Abstract

INTRODUCTION: Maximal safe cytoreductive surgery is the therapeutic ideal in GBM. Occult, non-enhancing, infiltrative disease ultimately drives treatment failure. Diffusion-weighted imaging (DWI) assessment of tumor margins through apparent diffusion coefficient (ADC) transition coefficients shows promise in non-invasive molecular subtyping and relating potentially-invasive behavior to survival. ADC non-specificity limits biomarker interpretation. We aimed to explore histological tumor cell burden relationship to ADC measurements at the macroscopic margin in a GBM model.

METHODS

G7 GBM orthotopic xenografts were implanted into nude mice. T2-, and diffusion-weighted images were acquired at 7T. Brains were extracted and fresh-frozen to minimise fixation artefacts and preserve morphology. Cryosections were stained with human leucocyte antigen (HLA) marker specific for human-derived GBM cells.
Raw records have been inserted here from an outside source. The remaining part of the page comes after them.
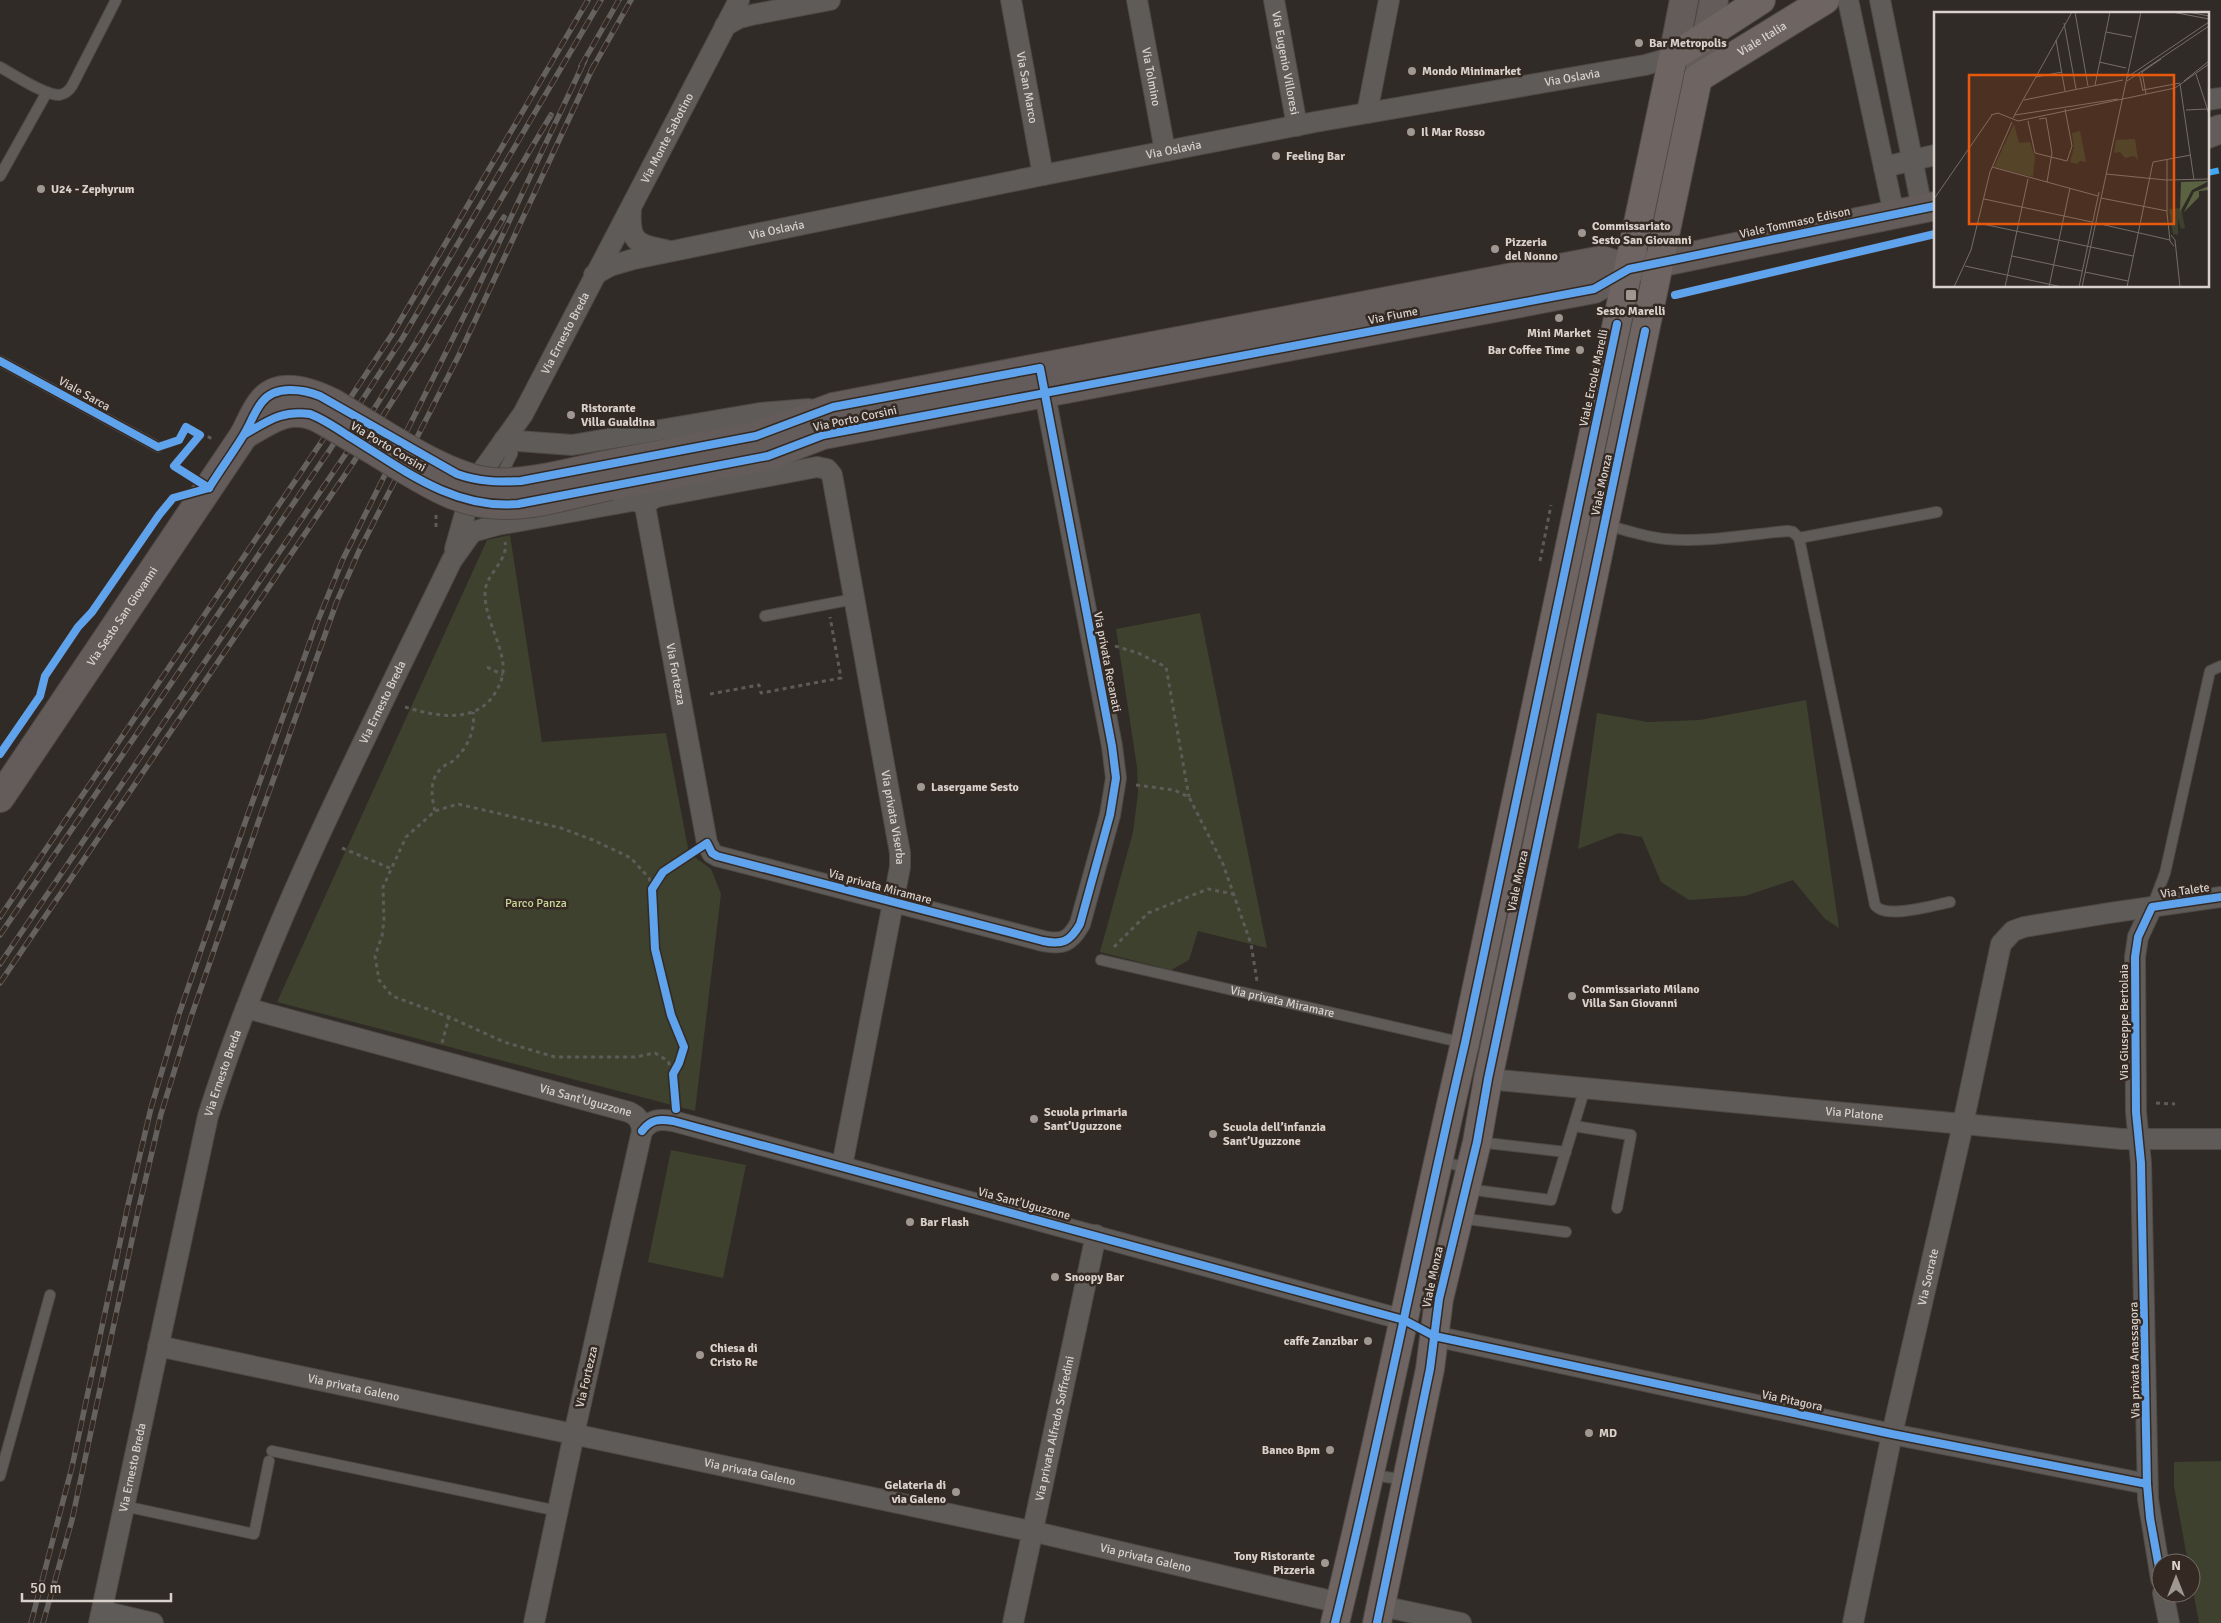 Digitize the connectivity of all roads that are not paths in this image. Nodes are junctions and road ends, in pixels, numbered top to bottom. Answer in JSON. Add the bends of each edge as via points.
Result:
{"nodes":[{"id":1,"x":116,"y":0,"type":"edge"},
{"id":2,"x":830,"y":0,"type":"edge"},
{"id":3,"x":1011,"y":0,"type":"edge"},
{"id":4,"x":1137,"y":0,"type":"edge"},
{"id":5,"x":1274,"y":0,"type":"edge"},
{"id":6,"x":1390,"y":0,"type":"edge"},
{"id":7,"x":1684,"y":0,"type":"edge"},
{"id":8,"x":1714,"y":0,"type":"edge"},
{"id":9,"x":1761,"y":0,"type":"edge"},
{"id":10,"x":1825,"y":0,"type":"edge"},
{"id":11,"x":1848,"y":0,"type":"edge"},
{"id":12,"x":1880,"y":0,"type":"edge"},
{"id":13,"x":744,"y":5,"type":"edge"},
{"id":14,"x":1707,"y":35,"type":"junction"},
{"id":15,"x":1673,"y":58,"type":"junction"},
{"id":16,"x":0,"y":68,"type":"edge"},
{"id":17,"x":1698,"y":78,"type":"junction"},
{"id":18,"x":47,"y":92,"type":"junction"},
{"id":19,"x":2221,"y":98,"type":"edge"},
{"id":20,"x":2208,"y":100,"type":"edge"},
{"id":21,"x":1367,"y":112,"type":"junction"},
{"id":22,"x":1297,"y":126,"type":"junction"},
{"id":23,"x":2221,"y":129,"type":"edge"},
{"id":24,"x":2208,"y":134,"type":"edge"},
{"id":25,"x":2221,"y":149,"type":"edge"},
{"id":26,"x":1165,"y":151,"type":"junction"},
{"id":27,"x":2208,"y":151,"type":"edge"},
{"id":28,"x":1934,"y":155,"type":"edge"},
{"id":29,"x":1912,"y":160,"type":"junction"},
{"id":30,"x":1884,"y":167,"type":"junction"},
{"id":31,"x":1042,"y":174,"type":"junction"},
{"id":32,"x":0,"y":176,"type":"edge"},
{"id":33,"x":1928,"y":207,"type":"edge"},
{"id":34,"x":631,"y":209,"type":"junction"},
{"id":35,"x":1894,"y":214,"type":"junction"},
{"id":36,"x":675,"y":251,"type":"junction"},
{"id":37,"x":1659,"y":263,"type":"junction"},
{"id":38,"x":1628,"y":269,"type":"junction"},
{"id":39,"x":594,"y":275,"type":"junction"},
{"id":40,"x":1392,"y":314,"type":"junction"},
{"id":41,"x":1157,"y":345,"type":"joint"},
{"id":42,"x":0,"y":361,"type":"edge"},
{"id":43,"x":1158,"y":372,"type":"joint"},
{"id":44,"x":1042,"y":380,"type":"junction"},
{"id":45,"x":833,"y":407,"type":"junction"},
{"id":46,"x":1614,"y":416,"type":"junction"},
{"id":47,"x":1592,"y":436,"type":"joint"},
{"id":48,"x":231,"y":438,"type":"joint"},
{"id":49,"x":509,"y":440,"type":"junction"},
{"id":50,"x":158,"y":447,"type":"road end"},
{"id":51,"x":483,"y":470,"type":"dead end"},
{"id":52,"x":504,"y":470,"type":"dead end"},
{"id":53,"x":608,"y":476,"type":"junction"},
{"id":54,"x":645,"y":506,"type":"junction"},
{"id":55,"x":1937,"y":512,"type":"dead end"},
{"id":56,"x":1605,"y":524,"type":"junction"},
{"id":57,"x":1799,"y":538,"type":"junction"},
{"id":58,"x":846,"y":601,"type":"junction"},
{"id":59,"x":765,"y":616,"type":"dead end"},
{"id":60,"x":2221,"y":666,"type":"edge"},
{"id":61,"x":0,"y":798,"type":"edge"},
{"id":62,"x":707,"y":843,"type":"joint"},
{"id":63,"x":2221,"y":897,"type":"edge"},
{"id":64,"x":894,"y":902,"type":"junction"},
{"id":65,"x":1950,"y":902,"type":"dead end"},
{"id":66,"x":2152,"y":907,"type":"junction"},
{"id":67,"x":2008,"y":935,"type":"joint"},
{"id":68,"x":1054,"y":943,"type":"joint"},
{"id":69,"x":1101,"y":960,"type":"dead end"},
{"id":70,"x":246,"y":1008,"type":"junction"},
{"id":71,"x":1465,"y":1043,"type":"junction"},
{"id":72,"x":1488,"y":1079,"type":"junction"},
{"id":73,"x":1585,"y":1088,"type":"junction"},
{"id":74,"x":1963,"y":1125,"type":"junction"},
{"id":75,"x":1574,"y":1126,"type":"junction"},
{"id":76,"x":642,"y":1131,"type":"junction"},
{"id":77,"x":2221,"y":1139,"type":"edge"},
{"id":78,"x":2138,"y":1140,"type":"junction"},
{"id":79,"x":1477,"y":1142,"type":"junction"},
{"id":80,"x":1566,"y":1152,"type":"junction"},
{"id":81,"x":1438,"y":1161,"type":"junction"},
{"id":82,"x":842,"y":1166,"type":"junction"},
{"id":83,"x":1467,"y":1178,"type":"junction"},
{"id":84,"x":1617,"y":1208,"type":"dead end"},
{"id":85,"x":1458,"y":1218,"type":"junction"},
{"id":86,"x":1566,"y":1232,"type":"dead end"},
{"id":87,"x":1096,"y":1235,"type":"junction"},
{"id":88,"x":50,"y":1295,"type":"dead end"},
{"id":89,"x":1404,"y":1320,"type":"junction"},
{"id":90,"x":1434,"y":1336,"type":"junction"},
{"id":91,"x":158,"y":1346,"type":"junction"},
{"id":92,"x":574,"y":1434,"type":"junction"},
{"id":93,"x":1892,"y":1434,"type":"junction"},
{"id":94,"x":1371,"y":1475,"type":"junction"},
{"id":95,"x":0,"y":1476,"type":"edge"},
{"id":96,"x":1407,"y":1480,"type":"junction"},
{"id":97,"x":2147,"y":1484,"type":"junction"},
{"id":98,"x":124,"y":1506,"type":"junction"},
{"id":99,"x":558,"y":1511,"type":"junction"},
{"id":100,"x":1032,"y":1531,"type":"junction"},
{"id":101,"x":2156,"y":1553,"type":"edge"},
{"id":102,"x":2166,"y":1603,"type":"edge"},
{"id":103,"x":1338,"y":1613,"type":"edge"},
{"id":104,"x":1379,"y":1615,"type":"edge"},
{"id":105,"x":101,"y":1617,"type":"edge"},
{"id":106,"x":153,"y":1623,"type":"edge"},
{"id":107,"x":534,"y":1623,"type":"edge"},
{"id":108,"x":1013,"y":1623,"type":"edge"},
{"id":109,"x":1461,"y":1623,"type":"edge"},
{"id":110,"x":1853,"y":1623,"type":"edge"},
{"id":111,"x":2169,"y":1623,"type":"edge"}],
"edges":[{"from":1,"to":18,"type":"lane","via":[[72,86],[62,95]]},
{"from":2,"to":13,"type":"street"},
{"from":3,"to":31,"type":"street","name":"Via San Marco"},
{"from":4,"to":26,"type":"street","name":"Via Tolmino"},
{"from":5,"to":22,"type":"street","name":"Via Eugenio Villoresi"},
{"from":6,"to":21,"type":"street"},
{"from":7,"to":15,"type":"street","name":"Viale Ercole Marelli"},
{"from":8,"to":14,"type":"street","name":"Viale Ercole Marelli"},
{"from":9,"to":14,"type":"main road"},
{"from":10,"to":17,"type":"main road","name":"Viale Italia"},
{"from":11,"to":30,"type":"street"},
{"from":12,"to":29,"type":"street","name":"Viale Tommaso Edison"},
{"from":13,"to":34,"type":"street","name":"Via Monte Sabotino","via":[[738,18],[725,26]]},
{"from":14,"to":15,"type":"main road"},
{"from":14,"to":17,"type":"street","name":"Viale Ercole Marelli"},
{"from":15,"to":17,"type":"main road"},
{"from":15,"to":21,"type":"street","name":"Via Oslavia"},
{"from":15,"to":38,"type":"main road","name":"Viale Ercole Marelli"},
{"from":16,"to":18,"type":"lane"},
{"from":17,"to":37,"type":"main road","name":"Viale Ercole Marelli"},
{"from":18,"to":32,"type":"lane"},
{"from":19,"to":20,"type":"street"},
{"from":21,"to":22,"type":"street","name":"Via Oslavia"},
{"from":22,"to":26,"type":"street","name":"Via Oslavia"},
{"from":23,"to":24,"type":"street"},
{"from":25,"to":27,"type":"street"},
{"from":26,"to":31,"type":"street","name":"Via Oslavia"},
{"from":28,"to":29,"type":"street"},
{"from":29,"to":30,"type":"street"},
{"from":29,"to":33,"type":"street","name":"Viale Tommaso Edison"},
{"from":30,"to":35,"type":"street"},
{"from":31,"to":36,"type":"street","name":"Via Oslavia"},
{"from":33,"to":35,"type":"street","name":"Viale Tommaso Edison"},
{"from":34,"to":36,"type":"street","name":"Via Oslavia","via":[[630,228],[635,239],[643,245]]},
{"from":34,"to":39,"type":"street","name":"Via Monte Sabotino"},
{"from":35,"to":37,"type":"street","name":"Viale Tommaso Edison"},
{"from":36,"to":39,"type":"street","name":"Via Oslavia","via":[[620,262]]},
{"from":37,"to":38,"type":"street"},
{"from":37,"to":46,"type":"main road","name":"Viale Ercole Marelli"},
{"from":38,"to":40,"type":"street","name":"Via Fiume","via":[[1602,260]]},
{"from":38,"to":46,"type":"main road","name":"Viale Ercole Marelli"},
{"from":39,"to":49,"type":"street","name":"Via Ernesto Breda"},
{"from":40,"to":41,"type":"street","name":"Via Fiume"},
{"from":40,"to":43,"type":"street","name":"Via Fiume"},
{"from":41,"to":44,"type":"street","name":"Via Porto Corsini"},
{"from":42,"to":50,"type":"lane","name":"Viale Sarca"},
{"from":43,"to":44,"type":"street","name":"Via Porto Corsini"},
{"from":44,"to":45,"type":"street","name":"Via Porto Corsini"},
{"from":44,"to":53,"type":"street","name":"Via Porto Corsini","via":[[823,435],[768,456]]},
{"from":44,"to":68,"type":"street","name":"Via privata Recanati","via":[[1116,778],[1110,815],[1080,924],[1065,942]]},
{"from":45,"to":49,"type":"street","name":"Via Porto Corsini","via":[[760,413],[572,445]]},
{"from":45,"to":53,"type":"street","name":"Via Porto Corsini","via":[[756,436]]},
{"from":46,"to":47,"type":"main road","name":"Viale Ercole Marelli"},
{"from":46,"to":56,"type":"main road","name":"Viale Monza"},
{"from":47,"to":71,"type":"main road","name":"Viale Monza"},
{"from":48,"to":53,"type":"street","name":"Via Porto Corsini","bridge":true,"via":[[290,412],[310,414],[328,411],[474,480],[494,483]]},
{"from":48,"to":61,"type":"street","name":"Via Sesto San Giovanni"},
{"from":49,"to":51,"type":"street","name":"Via Ernesto Breda"},
{"from":49,"to":52,"type":"lane","name":"Via Ernesto Breda","via":[[512,454]]},
{"from":54,"to":58,"type":"street","name":"Via privata Viserba","via":[[656,497],[817,467],[827,469],[832,478]]},
{"from":54,"to":62,"type":"street","name":"Via Fortezza"},
{"from":54,"to":70,"type":"street","name":"Via Ernesto Breda","via":[[632,501],[497,525],[470,521],[316,844]]},
{"from":55,"to":57,"type":"lane"},
{"from":56,"to":57,"type":"lane","via":[[1664,539],[1690,540],[1788,531]]},
{"from":56,"to":72,"type":"main road","name":"Viale Monza"},
{"from":57,"to":65,"type":"lane","via":[[1875,905],[1882,911],[1894,912]]},
{"from":58,"to":59,"type":"lane"},
{"from":58,"to":64,"type":"street","name":"Via privata Viserba","via":[[900,853]]},
{"from":60,"to":66,"type":"lane","name":"Via Giuseppe Bertolaia","via":[[2210,671],[2165,873]]},
{"from":62,"to":64,"type":"street","name":"Via privata Miramare","via":[[717,856]]},
{"from":63,"to":66,"type":"street","name":"Via Talete"},
{"from":64,"to":68,"type":"street","name":"Via privata Miramare"},
{"from":64,"to":82,"type":"street","name":"Via privata Viserba"},
{"from":66,"to":67,"type":"street","name":"Via Talete","via":[[2024,927]]},
{"from":66,"to":78,"type":"street","name":"Via Giuseppe Bertolaia","via":[[2138,937],[2134,966]]},
{"from":67,"to":74,"type":"street","name":"Via Socrate","via":[[2000,949]]},
{"from":69,"to":71,"type":"lane","name":"Via privata Miramare"},
{"from":70,"to":76,"type":"street","name":"Via Sant'Uguzzone","via":[[629,1112],[639,1119]]},
{"from":70,"to":91,"type":"street","name":"Via Ernesto Breda","via":[[208,1116]]},
{"from":71,"to":81,"type":"main road","name":"Viale Monza"},
{"from":72,"to":73,"type":"street","name":"Via Platone"},
{"from":72,"to":79,"type":"main road","name":"Viale Monza"},
{"from":73,"to":74,"type":"street","name":"Via Platone"},
{"from":73,"to":75,"type":"lane"},
{"from":74,"to":78,"type":"street","name":"Via Platone"},
{"from":74,"to":93,"type":"street","name":"Via Socrate"},
{"from":75,"to":80,"type":"lane"},
{"from":75,"to":84,"type":"lane","via":[[1631,1135]]},
{"from":76,"to":82,"type":"street","name":"Via Sant'Uguzzone","via":[[656,1120],[673,1121]]},
{"from":76,"to":92,"type":"street","name":"Via Fortezza"},
{"from":77,"to":78,"type":"street","name":"Via Platone"},
{"from":78,"to":97,"type":"street","name":"Via privata Anassagora","via":[[2143,1213]]},
{"from":79,"to":80,"type":"lane"},
{"from":79,"to":83,"type":"main road","name":"Viale Monza"},
{"from":80,"to":83,"type":"lane","via":[[1551,1200]]},
{"from":81,"to":83,"type":"lane"},
{"from":81,"to":89,"type":"main road","name":"Viale Monza"},
{"from":82,"to":87,"type":"street","name":"Via Sant'Uguzzone"},
{"from":83,"to":85,"type":"main road","name":"Viale Monza"},
{"from":85,"to":86,"type":"lane"},
{"from":85,"to":90,"type":"main road","name":"Viale Monza"},
{"from":87,"to":89,"type":"street","name":"Via Sant'Uguzzone"},
{"from":87,"to":100,"type":"street","name":"Via privata Alfredo Soffredini"},
{"from":88,"to":95,"type":"lane"},
{"from":89,"to":90,"type":"main road"},
{"from":89,"to":94,"type":"main road","name":"Viale Monza"},
{"from":90,"to":93,"type":"street","name":"Via Pitagora"},
{"from":90,"to":96,"type":"main road","name":"Viale Monza"},
{"from":91,"to":92,"type":"street","name":"Via privata Galeno"},
{"from":91,"to":98,"type":"street","name":"Via Ernesto Breda"},
{"from":92,"to":99,"type":"street","name":"Via Fortezza"},
{"from":92,"to":100,"type":"street","name":"Via privata Galeno"},
{"from":93,"to":97,"type":"street","name":"Via Pitagora"},
{"from":93,"to":110,"type":"street","name":"Via Socrate"},
{"from":94,"to":96,"type":"lane"},
{"from":94,"to":103,"type":"main road","name":"Viale Monza"},
{"from":96,"to":104,"type":"main road","name":"Viale Monza"},
{"from":97,"to":101,"type":"street","name":"Via privata Anassagora"},
{"from":98,"to":99,"type":"lane","via":[[254,1534],[271,1456]]},
{"from":98,"to":105,"type":"street","name":"Via Ernesto Breda"},
{"from":99,"to":107,"type":"street","name":"Via Fortezza"},
{"from":100,"to":103,"type":"street","name":"Via privata Galeno"},
{"from":100,"to":108,"type":"street","name":"Via privata Alfredo Soffredini"},
{"from":102,"to":111,"type":"street"},
{"from":104,"to":109,"type":"street"},
{"from":105,"to":106,"type":"street"}]}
Confocal HLA photomicrographs (10x) and high resolution T2w MRI were linearly co-registered and resampled to match DWI. Macroscopic tumour margin was visually delineated using the low ADC/high-T2w-signal region. Linear profiles perpendicular to these boundary voxels produced serial, centrifugal, spatially-congruent measurements of ADC and HLA across the infiltrating edge over 0.7mm. Spearman’s rho was calculated in each subject for every profile.

RESULTS

5 mice were suitable for analysis. In 72% of tumor boundaries (n=562), there was a statistically significant (p<0.05) inverse correlation (<-0.8) between ADC and HLA. Areas with insignificant/positive correlation represented distinct physical boundaries such as pia/ependyma or artefact. DISCUSSION: Characterizing microinvasive disease which ultimately leads to treatment failure in maximally-resected GBM is challenging. Research dwells on the enhancing disease which is excised. Margin assessment provides an opportunity to characterize tumor behavior at the crucial interface between dividing bulk tumor and the parenchymal infiltration which predicates recurrence. The spatially-consistent inverse correlation between tumor margin HLA and ADC values for almost all profiles at the tumor-parenchyma interface indicates that ADC transition profiles relate to tumor infiltration as previously hypothesised, with lower ADC related to higher tumor burden.